*** Opening of DATA SUPPLIED ***

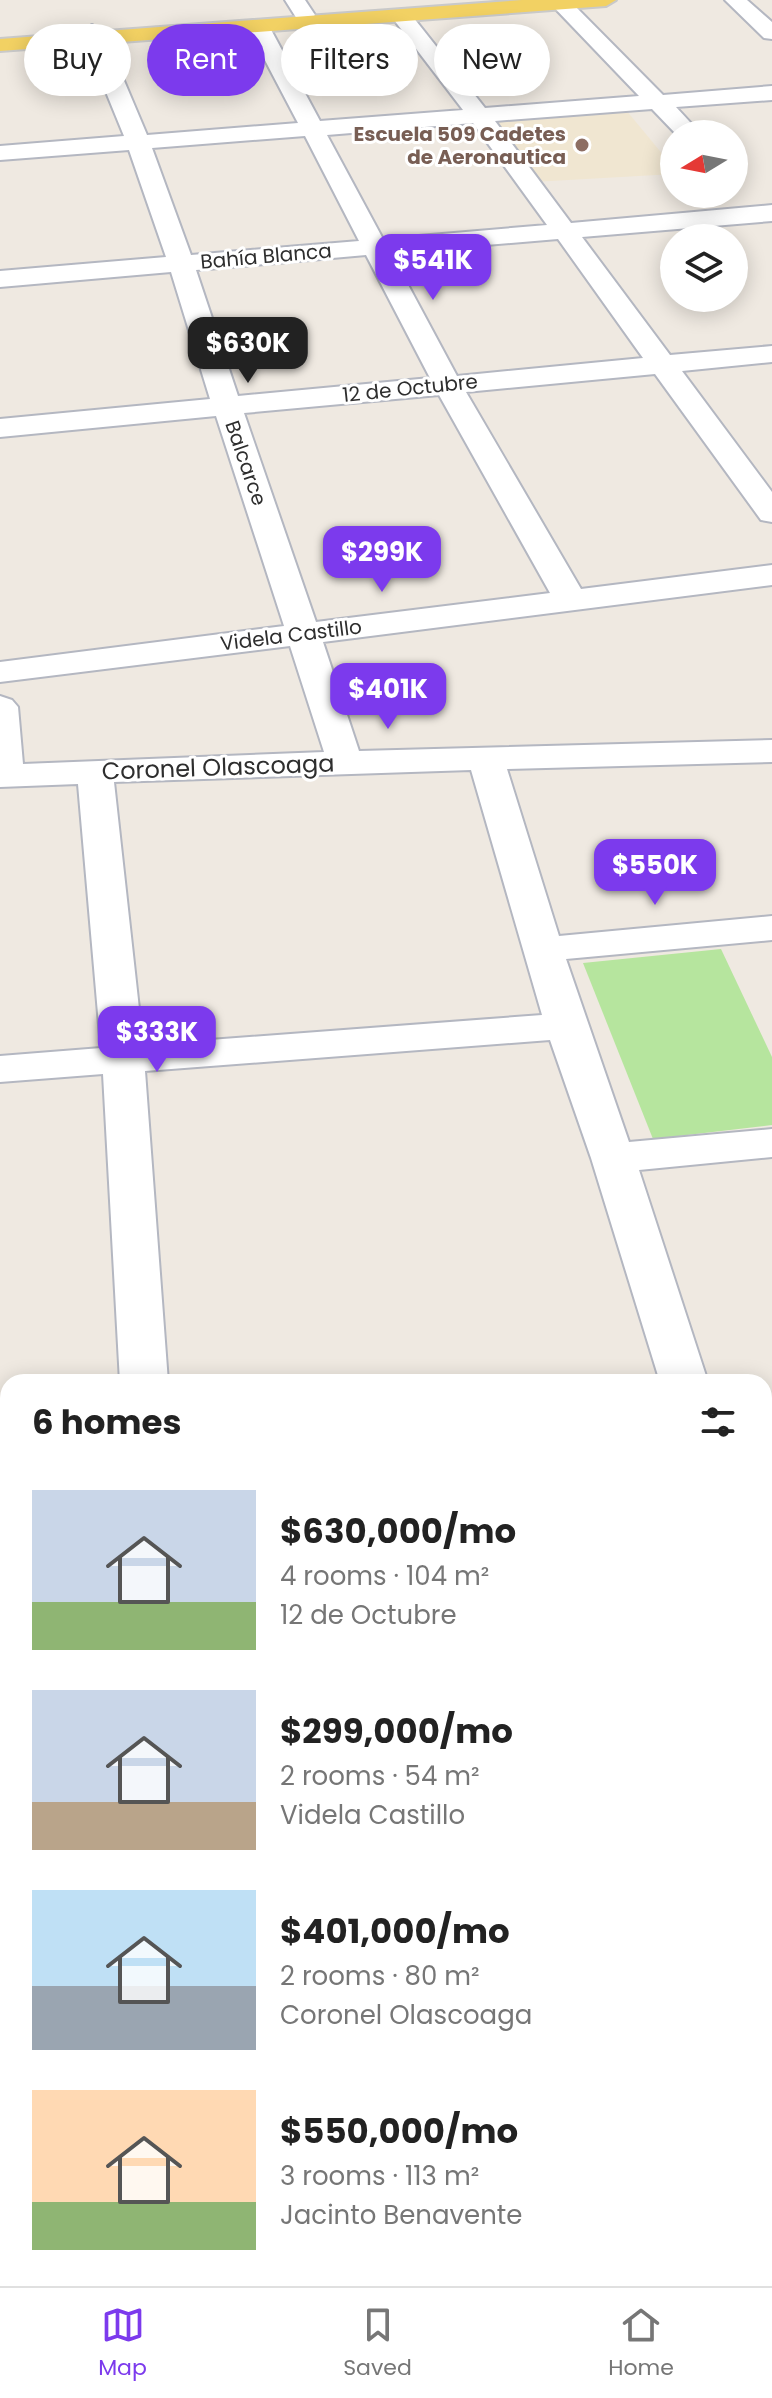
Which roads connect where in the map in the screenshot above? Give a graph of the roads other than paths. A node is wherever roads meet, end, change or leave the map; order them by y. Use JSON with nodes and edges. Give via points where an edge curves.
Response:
{"nodes":[{"id":1,"x":492,"y":0,"type":"edge"},
{"id":2,"x":604,"y":0,"type":"edge"},
{"id":3,"x":735,"y":0,"type":"edge"},
{"id":4,"x":559,"y":2,"type":"edge"},
{"id":5,"x":299,"y":7,"type":"edge"},
{"id":6,"x":402,"y":16,"type":"junction"},
{"id":7,"x":265,"y":26,"type":"edge"},
{"id":8,"x":131,"y":30,"type":"edge"},
{"id":9,"x":772,"y":33,"type":"edge"},
{"id":10,"x":24,"y":36,"type":"edge"},
{"id":11,"x":0,"y":37,"type":"edge"},
{"id":12,"x":265,"y":39,"type":"edge"},
{"id":13,"x":24,"y":42,"type":"edge"},
{"id":14,"x":0,"y":45,"type":"edge"},
{"id":15,"x":772,"y":93,"type":"edge"},
{"id":16,"x":120,"y":96,"type":"edge"},
{"id":17,"x":656,"y":100,"type":"junction"},
{"id":18,"x":479,"y":114,"type":"junction"},
{"id":19,"x":675,"y":120,"type":"edge"},
{"id":20,"x":314,"y":128,"type":"junction"},
{"id":21,"x":140,"y":142,"type":"junction"},
{"id":22,"x":0,"y":153,"type":"edge"},
{"id":23,"x":748,"y":196,"type":"edge"},
{"id":24,"x":769,"y":216,"type":"edge"},
{"id":25,"x":563,"y":230,"type":"junction"},
{"id":26,"x":375,"y":247,"type":"junction"},
{"id":27,"x":183,"y":263,"type":"junction"},
{"id":28,"x":0,"y":279,"type":"edge"},
{"id":29,"x":772,"y":354,"type":"edge"},
{"id":30,"x":660,"y":365,"type":"junction"},
{"id":31,"x":447,"y":384,"type":"junction"},
{"id":32,"x":227,"y":408,"type":"junction"},
{"id":33,"x":0,"y":428,"type":"edge"},
{"id":34,"x":772,"y":513,"type":"edge"},
{"id":35,"x":772,"y":575,"type":"edge"},
{"id":36,"x":570,"y":599,"type":"junction"},
{"id":37,"x":305,"y":633,"type":"junction"},
{"id":38,"x":0,"y":672,"type":"edge"},
{"id":39,"x":0,"y":707,"type":"edge"},
{"id":40,"x":772,"y":751,"type":"edge"},
{"id":41,"x":486,"y":759,"type":"junction"},
{"id":42,"x":345,"y":762,"type":"junction"},
{"id":43,"x":95,"y":773,"type":"junction"},
{"id":44,"x":3,"y":776,"type":"edge"},
{"id":45,"x":772,"y":928,"type":"edge"},
{"id":46,"x":544,"y":949,"type":"junction"},
{"id":47,"x":566,"y":1026,"type":"junction"},
{"id":48,"x":123,"y":1058,"type":"junction"},
{"id":49,"x":0,"y":1069,"type":"edge"},
{"id":50,"x":772,"y":1143,"type":"edge"},
{"id":51,"x":613,"y":1158,"type":"junction"},
{"id":52,"x":143,"y":1374,"type":"edge"},
{"id":53,"x":681,"y":1374,"type":"edge"}],
"edges":[{"from":1,"to":5,"type":"main road"},
{"from":2,"to":4,"type":"main road"},
{"from":3,"to":9,"type":"street"},
{"from":4,"to":6,"type":"main road"},
{"from":4,"to":17,"type":"street"},
{"from":5,"to":8,"type":"main road"},
{"from":6,"to":7,"type":"main road"},
{"from":6,"to":18,"type":"street"},
{"from":10,"to":11,"type":"main road"},
{"from":12,"to":20,"type":"street"},
{"from":13,"to":14,"type":"main road"},
{"from":15,"to":17,"type":"street"},
{"from":16,"to":21,"type":"street","name":"Balcarce"},
{"from":17,"to":18,"type":"street"},
{"from":17,"to":19,"type":"street"},
{"from":18,"to":20,"type":"street"},
{"from":18,"to":25,"type":"street"},
{"from":20,"to":21,"type":"street"},
{"from":20,"to":26,"type":"street"},
{"from":21,"to":22,"type":"street"},
{"from":21,"to":27,"type":"street","name":"Balcarce"},
{"from":23,"to":24,"type":"street"},
{"from":24,"to":25,"type":"street","name":"Bahía Blanca"},
{"from":25,"to":26,"type":"street","name":"Bahía Blanca"},
{"from":25,"to":30,"type":"street"},
{"from":26,"to":27,"type":"street","name":"Bahía Blanca"},
{"from":26,"to":31,"type":"street"},
{"from":27,"to":28,"type":"street","name":"Bahía Blanca"},
{"from":27,"to":32,"type":"street","name":"Balcarce"},
{"from":29,"to":30,"type":"street","name":"12 de Octubre"},
{"from":30,"to":31,"type":"street","name":"12 de Octubre"},
{"from":30,"to":34,"type":"street"},
{"from":31,"to":32,"type":"street","name":"12 de Octubre"},
{"from":31,"to":36,"type":"street"},
{"from":32,"to":33,"type":"street","name":"12 de Octubre"},
{"from":32,"to":37,"type":"street","name":"Balcarce"},
{"from":35,"to":36,"type":"street","name":"Videla Castillo"},
{"from":36,"to":37,"type":"street","name":"Videla Castillo"},
{"from":37,"to":38,"type":"street","name":"Videla Castillo"},
{"from":37,"to":42,"type":"street","name":"Balcarce"},
{"from":39,"to":44,"type":"street"},
{"from":40,"to":41,"type":"street","name":"Coronel Olascoaga"},
{"from":41,"to":42,"type":"street","name":"Coronel Olascoaga"},
{"from":41,"to":46,"type":"street"},
{"from":42,"to":43,"type":"street","name":"Coronel Olascoaga"},
{"from":43,"to":44,"type":"street","name":"Coronel Olascoaga"},
{"from":43,"to":48,"type":"street"},
{"from":45,"to":46,"type":"street"},
{"from":46,"to":47,"type":"street"},
{"from":47,"to":48,"type":"street"},
{"from":47,"to":51,"type":"street"},
{"from":48,"to":49,"type":"street"},
{"from":48,"to":52,"type":"street"},
{"from":50,"to":51,"type":"street"},
{"from":51,"to":53,"type":"street"}]}
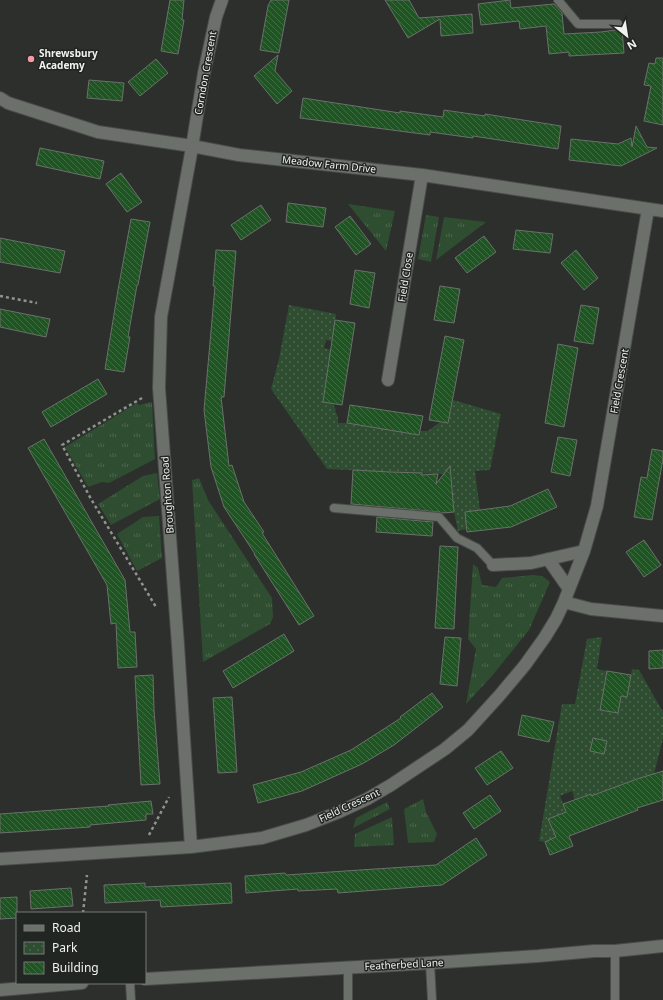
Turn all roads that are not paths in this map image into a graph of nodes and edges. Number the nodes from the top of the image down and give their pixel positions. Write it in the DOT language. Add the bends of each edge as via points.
graph roads {
  1 [pos="222,0"];
  2 [pos="558,0"];
  3 [pos="618,24"];
  4 [pos="0,98"];
  5 [pos="192,146"];
  6 [pos="422,175"];
  7 [pos="648,209"];
  8 [pos="663,211"];
  9 [pos="388,380"];
  10 [pos="334,508"];
  11 [pos="584,551"];
  12 [pos="548,559"];
  13 [pos="493,565"];
  14 [pos="569,589"];
  15 [pos="564,602"];
  16 [pos="663,616"];
  17 [pos="191,847"];
  18 [pos="0,859"];
  19 [pos="663,946"];
  20 [pos="615,951"];
  21 [pos="430,963"];
  22 [pos="348,968"];
  23 [pos="146,979"];
  24 [pos="70,984"];
  25 [pos="130,984"];
  26 [pos="0,990"];
  27 [pos="131,1000"];
  28 [pos="348,1000"];
  29 [pos="432,1000"];
  30 [pos="615,1000"];
  1 -- 5 [label="street, Corndon Crescent" via="203,79"];
  2 -- 3 [label="lane" via="578,24"];
  4 -- 5 [label="street, Meadow Farm Drive" via="8,103 98,132"];
  5 -- 6 [label="street, Meadow Farm Drive" via="239,155"];
  5 -- 17 [label="street, Broughton Road" via="161,318 159,388"];
  6 -- 7 [label="street, Meadow Farm Drive"];
  6 -- 9 [label="street, Field Close"];
  7 -- 8 [label="street, Meadow Farm Drive"];
  7 -- 11 [label="street, Field Crescent" via="597,506"];
  10 -- 13 [label="lane" via="439,517 457,538 477,548"];
  11 -- 12 [label="street"];
  11 -- 14 [label="street, Field Crescent"];
  12 -- 13 [label="street" via="531,563"];
  12 -- 14 [label="street"];
  14 -- 15 [label="street, Field Crescent"];
  15 -- 16 [label="street" via="591,609"];
  15 -- 17 [label="street, Field Crescent" via="545,637 499,696 468,730 417,769 367,799 306,825 262,838"];
  17 -- 18 [label="street, Field Crescent"];
  19 -- 20 [label="street, Featherbed Lane"];
  20 -- 21 [label="street, Featherbed Lane"];
  20 -- 30 [label="lane"];
  21 -- 22 [label="street, Featherbed Lane"];
  21 -- 29 [label="lane"];
  22 -- 23 [label="street, Featherbed Lane"];
  22 -- 28 [label="lane"];
  24 -- 26 [label="street"];
  25 -- 27 [label="lane"];
}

*** Close of DATA SUPPLIED ***

DIRECTIONS FOR THIS TASK:
If a line above holds the string "Blanca", return it as it stands.

EXERCISE RESPONSE:
{"from":24,"to":25,"type":"street","name":"Bahía Blanca"},
{"from":25,"to":26,"type":"street","name":"Bahía Blanca"},
{"from":26,"to":27,"type":"street","name":"Bahía Blanca"},
{"from":27,"to":28,"type":"street","name":"Bahía Blanca"},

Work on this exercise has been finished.